Bullshit. Using 14/2 in a 20A circuit is wrong. No two ways about that. It's a
violation of the NEC.
That's been explained thoroughly already: the maximum overcurrent protection
permitted by the NEC for 14-gauge copper circuit conductors is 15A. Period.
OK, fine, we'll assume you're right about that. That does not change the
facts, which are:
1) 14/2 on a 20A circuit is a violation of the NEC.
2) The NEC in some places (many, actually) carries the force of law.
3) It is therefore illegal in those places to use 14/2 on a 20A circuit.
4) Just because Louisiana allows it, does not mean it's allowable everywhere.
Hellooooooooo..... Earth to Turtle.... *YOU* are the one who made the mistake,
out of ignorance of the laws in other jurisdictions. *You* made the blanket
statement that it's not illegal, ASSuming that what was true where you live
was true everywhere else. News flash: it's not.

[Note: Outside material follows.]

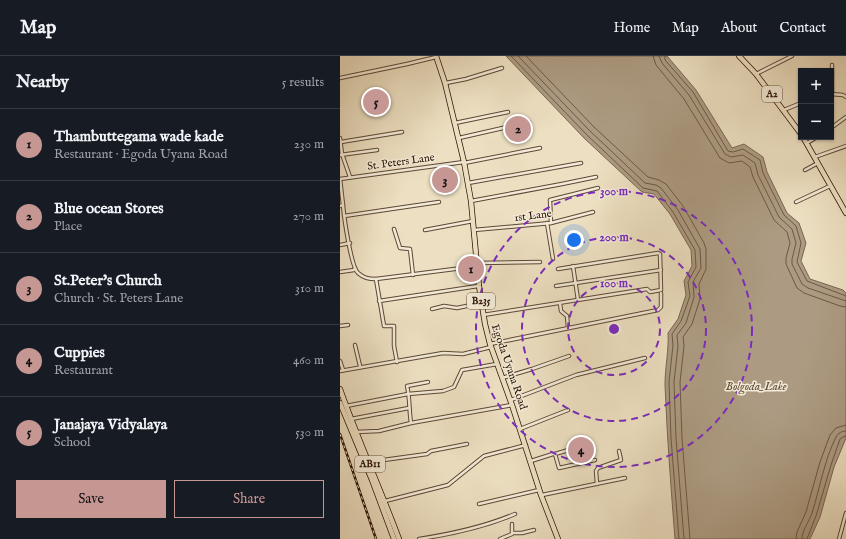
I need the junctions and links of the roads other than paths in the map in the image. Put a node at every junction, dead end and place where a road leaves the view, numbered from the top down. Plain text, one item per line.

False. In many places, the NEC is adopted by law, in its entirety, as the
electrical code for that jurisdiction, which means that _in_that_jurisdiction_
the NEC *is* the law.
It doesn't matter what the laws are in Louisiana. All that matters is what the
laws are where the work is being done. You stated that using 14/2 on a 20A
circuit is perfectly legal. This may or may not be true, depending on where
the dwelling in question is located -- but the point is, YOU DON'T KNOW. And
therefore you shouldn't be giving advice like that when you don't know what
you're talking about.
This is Turtle.
Yes I will have to say I'm sorry for making a blanket statement on this but I
was think a little local code enforcement here in Louisiana. The point i was
making was the NEC is a code and not a law everywhere. The NEC is a code and if
a state or city wants to make it a law. they can but it will come from the state
or city laws to enforce it and there is nobody with NEC on their shirt will be
in the group enforcing it. Also your waisting you time explaining the NEC code
to me for I have to follow it to the letter for I'm ''For Hire'' and everytime i
have to run a circuit for the hvac business I have to check it out in the Ugly
Book first and then if need be the NEC. And yes a 14/2 wire on a 20 amp circuit
or breaker is a no no.
This is Turtle.
You don't read well for the word on the law were in respect to a home owner
doing the wiring and not a person for hire doing it.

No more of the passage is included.